Data entries
- Opening Delimiter -

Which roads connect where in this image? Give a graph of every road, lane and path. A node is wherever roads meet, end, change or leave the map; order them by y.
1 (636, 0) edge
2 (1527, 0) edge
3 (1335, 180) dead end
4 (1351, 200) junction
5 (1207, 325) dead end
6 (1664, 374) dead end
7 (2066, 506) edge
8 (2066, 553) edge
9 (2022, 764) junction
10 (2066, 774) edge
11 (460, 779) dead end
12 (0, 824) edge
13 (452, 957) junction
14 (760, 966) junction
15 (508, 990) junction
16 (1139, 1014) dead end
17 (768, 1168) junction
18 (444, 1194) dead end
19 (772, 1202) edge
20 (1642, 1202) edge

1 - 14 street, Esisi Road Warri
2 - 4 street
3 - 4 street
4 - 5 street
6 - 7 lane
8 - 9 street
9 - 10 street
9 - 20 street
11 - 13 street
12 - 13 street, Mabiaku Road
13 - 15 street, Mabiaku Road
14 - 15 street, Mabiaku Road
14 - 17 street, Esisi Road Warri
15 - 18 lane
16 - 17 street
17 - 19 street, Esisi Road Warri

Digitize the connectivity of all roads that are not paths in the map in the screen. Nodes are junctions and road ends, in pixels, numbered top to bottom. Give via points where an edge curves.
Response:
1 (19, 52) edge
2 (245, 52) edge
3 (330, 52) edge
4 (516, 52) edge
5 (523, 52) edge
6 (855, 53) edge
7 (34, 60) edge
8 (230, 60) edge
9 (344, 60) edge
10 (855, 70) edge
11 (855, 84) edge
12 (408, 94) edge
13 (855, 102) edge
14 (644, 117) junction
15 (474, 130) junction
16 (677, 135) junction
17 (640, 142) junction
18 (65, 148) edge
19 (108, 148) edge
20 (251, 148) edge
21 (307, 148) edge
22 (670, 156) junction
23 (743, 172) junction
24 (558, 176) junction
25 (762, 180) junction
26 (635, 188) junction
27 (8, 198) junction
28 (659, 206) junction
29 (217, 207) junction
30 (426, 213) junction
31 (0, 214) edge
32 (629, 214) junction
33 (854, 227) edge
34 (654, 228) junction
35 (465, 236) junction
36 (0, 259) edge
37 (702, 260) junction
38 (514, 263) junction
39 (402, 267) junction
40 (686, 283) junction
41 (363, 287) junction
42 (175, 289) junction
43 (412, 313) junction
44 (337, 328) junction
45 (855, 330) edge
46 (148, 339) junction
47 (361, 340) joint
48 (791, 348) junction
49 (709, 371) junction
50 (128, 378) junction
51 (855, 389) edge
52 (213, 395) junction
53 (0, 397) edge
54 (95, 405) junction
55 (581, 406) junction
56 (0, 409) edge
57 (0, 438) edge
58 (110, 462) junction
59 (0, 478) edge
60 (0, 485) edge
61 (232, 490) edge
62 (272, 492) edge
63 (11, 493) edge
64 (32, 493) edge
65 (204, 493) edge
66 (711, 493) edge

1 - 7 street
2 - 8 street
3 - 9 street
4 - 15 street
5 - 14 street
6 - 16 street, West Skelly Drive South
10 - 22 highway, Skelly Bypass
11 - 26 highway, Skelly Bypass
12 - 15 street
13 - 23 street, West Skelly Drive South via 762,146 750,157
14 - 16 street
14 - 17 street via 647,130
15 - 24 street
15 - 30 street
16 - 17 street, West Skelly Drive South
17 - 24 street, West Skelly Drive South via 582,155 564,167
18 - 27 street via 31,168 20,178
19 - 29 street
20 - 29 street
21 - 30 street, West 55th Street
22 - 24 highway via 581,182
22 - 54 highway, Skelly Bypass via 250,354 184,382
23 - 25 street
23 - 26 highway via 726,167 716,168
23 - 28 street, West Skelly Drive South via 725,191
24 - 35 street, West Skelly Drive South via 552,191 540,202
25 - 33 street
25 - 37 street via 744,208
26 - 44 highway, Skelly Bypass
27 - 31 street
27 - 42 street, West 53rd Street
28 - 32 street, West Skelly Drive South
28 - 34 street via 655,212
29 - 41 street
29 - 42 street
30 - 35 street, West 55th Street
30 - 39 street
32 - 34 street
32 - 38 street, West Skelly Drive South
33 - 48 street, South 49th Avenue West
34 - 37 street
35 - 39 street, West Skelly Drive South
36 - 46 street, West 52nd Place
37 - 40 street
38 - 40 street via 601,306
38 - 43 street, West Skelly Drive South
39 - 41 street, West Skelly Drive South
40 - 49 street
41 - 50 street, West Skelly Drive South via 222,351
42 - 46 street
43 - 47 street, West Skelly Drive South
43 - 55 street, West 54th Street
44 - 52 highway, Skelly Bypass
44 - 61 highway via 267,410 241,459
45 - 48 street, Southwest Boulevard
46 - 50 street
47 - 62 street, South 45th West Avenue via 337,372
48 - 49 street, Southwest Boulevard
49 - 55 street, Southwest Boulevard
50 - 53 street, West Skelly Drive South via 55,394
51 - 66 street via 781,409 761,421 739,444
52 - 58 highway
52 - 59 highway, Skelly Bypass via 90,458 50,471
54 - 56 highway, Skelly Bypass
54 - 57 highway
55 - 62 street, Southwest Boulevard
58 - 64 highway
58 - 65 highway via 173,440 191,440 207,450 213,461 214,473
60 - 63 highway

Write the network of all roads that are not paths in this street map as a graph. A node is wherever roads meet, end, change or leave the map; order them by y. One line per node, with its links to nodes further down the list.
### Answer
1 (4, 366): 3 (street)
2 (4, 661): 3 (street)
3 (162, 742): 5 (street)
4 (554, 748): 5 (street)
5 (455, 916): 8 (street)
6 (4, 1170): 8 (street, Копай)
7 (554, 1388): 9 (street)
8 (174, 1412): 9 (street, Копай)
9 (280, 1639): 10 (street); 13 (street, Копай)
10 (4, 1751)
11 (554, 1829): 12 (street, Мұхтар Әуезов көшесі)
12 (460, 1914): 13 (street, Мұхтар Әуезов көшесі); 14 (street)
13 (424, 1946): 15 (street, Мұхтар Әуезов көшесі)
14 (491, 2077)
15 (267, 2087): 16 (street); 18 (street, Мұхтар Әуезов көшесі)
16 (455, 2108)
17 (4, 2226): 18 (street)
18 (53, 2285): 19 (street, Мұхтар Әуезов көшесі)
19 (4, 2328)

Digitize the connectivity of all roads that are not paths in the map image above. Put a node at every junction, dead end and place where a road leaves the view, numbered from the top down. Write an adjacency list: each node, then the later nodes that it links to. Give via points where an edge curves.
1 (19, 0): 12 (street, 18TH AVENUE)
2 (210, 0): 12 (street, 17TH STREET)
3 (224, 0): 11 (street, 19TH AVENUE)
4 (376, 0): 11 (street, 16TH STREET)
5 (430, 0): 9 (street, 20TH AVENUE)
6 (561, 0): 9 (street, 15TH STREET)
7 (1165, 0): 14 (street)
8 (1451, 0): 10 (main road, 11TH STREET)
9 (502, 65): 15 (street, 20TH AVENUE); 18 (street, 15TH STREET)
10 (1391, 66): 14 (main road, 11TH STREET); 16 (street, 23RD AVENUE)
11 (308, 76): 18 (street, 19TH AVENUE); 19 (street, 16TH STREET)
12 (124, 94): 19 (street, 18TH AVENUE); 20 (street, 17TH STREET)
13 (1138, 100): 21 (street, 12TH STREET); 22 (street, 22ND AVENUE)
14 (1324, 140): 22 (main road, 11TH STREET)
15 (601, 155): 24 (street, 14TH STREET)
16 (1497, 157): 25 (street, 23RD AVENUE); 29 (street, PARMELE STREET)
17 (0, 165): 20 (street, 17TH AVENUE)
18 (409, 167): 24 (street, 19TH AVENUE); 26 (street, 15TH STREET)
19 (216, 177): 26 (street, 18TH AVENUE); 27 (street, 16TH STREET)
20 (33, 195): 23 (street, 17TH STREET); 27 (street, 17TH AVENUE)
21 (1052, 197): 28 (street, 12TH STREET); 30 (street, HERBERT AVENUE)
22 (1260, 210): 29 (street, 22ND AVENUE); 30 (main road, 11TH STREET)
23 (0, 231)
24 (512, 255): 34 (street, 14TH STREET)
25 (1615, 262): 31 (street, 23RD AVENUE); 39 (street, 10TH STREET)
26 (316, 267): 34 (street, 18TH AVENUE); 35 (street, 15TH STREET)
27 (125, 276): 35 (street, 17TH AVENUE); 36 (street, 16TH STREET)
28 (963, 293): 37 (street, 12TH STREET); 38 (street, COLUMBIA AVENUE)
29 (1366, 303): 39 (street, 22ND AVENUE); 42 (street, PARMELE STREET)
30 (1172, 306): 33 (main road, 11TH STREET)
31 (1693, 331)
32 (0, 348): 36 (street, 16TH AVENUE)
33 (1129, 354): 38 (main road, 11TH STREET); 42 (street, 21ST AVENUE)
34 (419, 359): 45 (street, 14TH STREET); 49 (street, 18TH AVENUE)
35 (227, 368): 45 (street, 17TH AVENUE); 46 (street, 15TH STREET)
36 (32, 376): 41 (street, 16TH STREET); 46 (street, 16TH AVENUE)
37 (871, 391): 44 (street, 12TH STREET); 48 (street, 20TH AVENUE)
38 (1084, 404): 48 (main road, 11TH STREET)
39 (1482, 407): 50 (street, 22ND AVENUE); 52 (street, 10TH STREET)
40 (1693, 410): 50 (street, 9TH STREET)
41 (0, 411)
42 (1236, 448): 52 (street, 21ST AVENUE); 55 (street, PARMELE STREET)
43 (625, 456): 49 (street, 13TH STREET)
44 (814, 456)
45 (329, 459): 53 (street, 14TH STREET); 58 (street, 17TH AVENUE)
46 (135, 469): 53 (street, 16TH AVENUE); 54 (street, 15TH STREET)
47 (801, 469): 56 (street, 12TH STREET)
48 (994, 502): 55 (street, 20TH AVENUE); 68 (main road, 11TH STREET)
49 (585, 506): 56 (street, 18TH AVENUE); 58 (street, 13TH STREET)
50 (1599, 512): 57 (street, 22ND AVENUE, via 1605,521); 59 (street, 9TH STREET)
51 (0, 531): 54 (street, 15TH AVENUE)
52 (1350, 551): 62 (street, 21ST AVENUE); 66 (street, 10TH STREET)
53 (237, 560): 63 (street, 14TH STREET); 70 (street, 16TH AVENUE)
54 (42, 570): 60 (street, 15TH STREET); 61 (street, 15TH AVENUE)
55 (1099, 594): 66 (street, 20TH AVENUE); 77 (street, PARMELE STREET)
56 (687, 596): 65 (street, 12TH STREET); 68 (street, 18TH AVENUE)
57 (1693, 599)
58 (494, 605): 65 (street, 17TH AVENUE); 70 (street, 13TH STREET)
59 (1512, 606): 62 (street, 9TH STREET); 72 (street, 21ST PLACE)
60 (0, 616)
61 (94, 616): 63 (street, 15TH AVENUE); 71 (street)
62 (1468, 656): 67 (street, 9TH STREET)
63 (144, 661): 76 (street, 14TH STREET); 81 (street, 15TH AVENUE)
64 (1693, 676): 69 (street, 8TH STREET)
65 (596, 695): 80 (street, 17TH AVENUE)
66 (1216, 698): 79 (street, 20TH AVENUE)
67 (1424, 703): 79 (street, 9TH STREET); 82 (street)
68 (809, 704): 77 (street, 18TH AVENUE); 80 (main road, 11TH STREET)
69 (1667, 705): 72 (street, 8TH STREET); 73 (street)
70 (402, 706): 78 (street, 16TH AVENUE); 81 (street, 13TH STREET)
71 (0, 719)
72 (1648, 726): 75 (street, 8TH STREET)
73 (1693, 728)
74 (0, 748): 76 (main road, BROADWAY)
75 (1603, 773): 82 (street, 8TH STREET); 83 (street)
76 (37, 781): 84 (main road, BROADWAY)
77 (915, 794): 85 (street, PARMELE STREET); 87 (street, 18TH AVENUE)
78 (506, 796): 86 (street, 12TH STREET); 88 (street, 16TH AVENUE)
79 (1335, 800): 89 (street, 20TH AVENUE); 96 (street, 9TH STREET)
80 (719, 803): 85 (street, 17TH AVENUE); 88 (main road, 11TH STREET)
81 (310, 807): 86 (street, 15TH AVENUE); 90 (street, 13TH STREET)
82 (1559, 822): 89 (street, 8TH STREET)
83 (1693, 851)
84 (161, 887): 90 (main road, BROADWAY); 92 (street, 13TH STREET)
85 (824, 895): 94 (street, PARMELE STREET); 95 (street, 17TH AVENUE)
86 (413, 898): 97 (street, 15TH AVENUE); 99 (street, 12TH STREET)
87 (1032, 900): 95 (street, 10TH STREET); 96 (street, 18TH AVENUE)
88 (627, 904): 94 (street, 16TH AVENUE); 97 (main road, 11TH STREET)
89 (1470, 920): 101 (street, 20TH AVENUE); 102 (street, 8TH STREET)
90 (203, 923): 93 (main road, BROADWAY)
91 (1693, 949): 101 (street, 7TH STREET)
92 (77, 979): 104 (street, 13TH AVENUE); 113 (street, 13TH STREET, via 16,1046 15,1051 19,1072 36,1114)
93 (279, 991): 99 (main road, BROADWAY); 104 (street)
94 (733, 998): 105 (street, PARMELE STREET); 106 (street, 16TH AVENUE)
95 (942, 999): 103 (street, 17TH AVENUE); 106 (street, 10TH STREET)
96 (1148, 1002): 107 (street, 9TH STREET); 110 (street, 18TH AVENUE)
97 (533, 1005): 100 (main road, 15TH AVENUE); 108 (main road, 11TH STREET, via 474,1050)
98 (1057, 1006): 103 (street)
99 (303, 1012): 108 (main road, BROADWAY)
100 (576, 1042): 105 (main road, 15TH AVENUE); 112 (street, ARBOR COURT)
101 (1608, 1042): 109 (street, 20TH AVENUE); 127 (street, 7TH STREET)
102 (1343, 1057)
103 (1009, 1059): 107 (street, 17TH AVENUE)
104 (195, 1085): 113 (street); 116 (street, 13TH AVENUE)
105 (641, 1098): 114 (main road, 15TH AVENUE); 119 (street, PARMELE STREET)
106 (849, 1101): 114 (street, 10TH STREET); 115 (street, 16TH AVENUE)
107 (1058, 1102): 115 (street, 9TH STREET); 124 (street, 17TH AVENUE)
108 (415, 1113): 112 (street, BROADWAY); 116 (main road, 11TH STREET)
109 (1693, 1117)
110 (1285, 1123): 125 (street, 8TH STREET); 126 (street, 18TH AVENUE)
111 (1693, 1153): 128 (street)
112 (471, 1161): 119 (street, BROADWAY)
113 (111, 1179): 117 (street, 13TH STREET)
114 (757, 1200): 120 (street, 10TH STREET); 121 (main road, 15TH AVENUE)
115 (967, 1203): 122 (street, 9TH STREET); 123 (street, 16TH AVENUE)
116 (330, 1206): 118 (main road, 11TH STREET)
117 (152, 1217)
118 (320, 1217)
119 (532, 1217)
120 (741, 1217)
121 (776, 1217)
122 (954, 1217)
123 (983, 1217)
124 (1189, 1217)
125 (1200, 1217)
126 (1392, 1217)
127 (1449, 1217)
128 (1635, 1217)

- Closing Delimiter -

TASK REQUIREMENTS: Looking at the records above, how many lines have the word "points" in them? State the number only.

SOLUTION FOR THIS EXERCISE: 2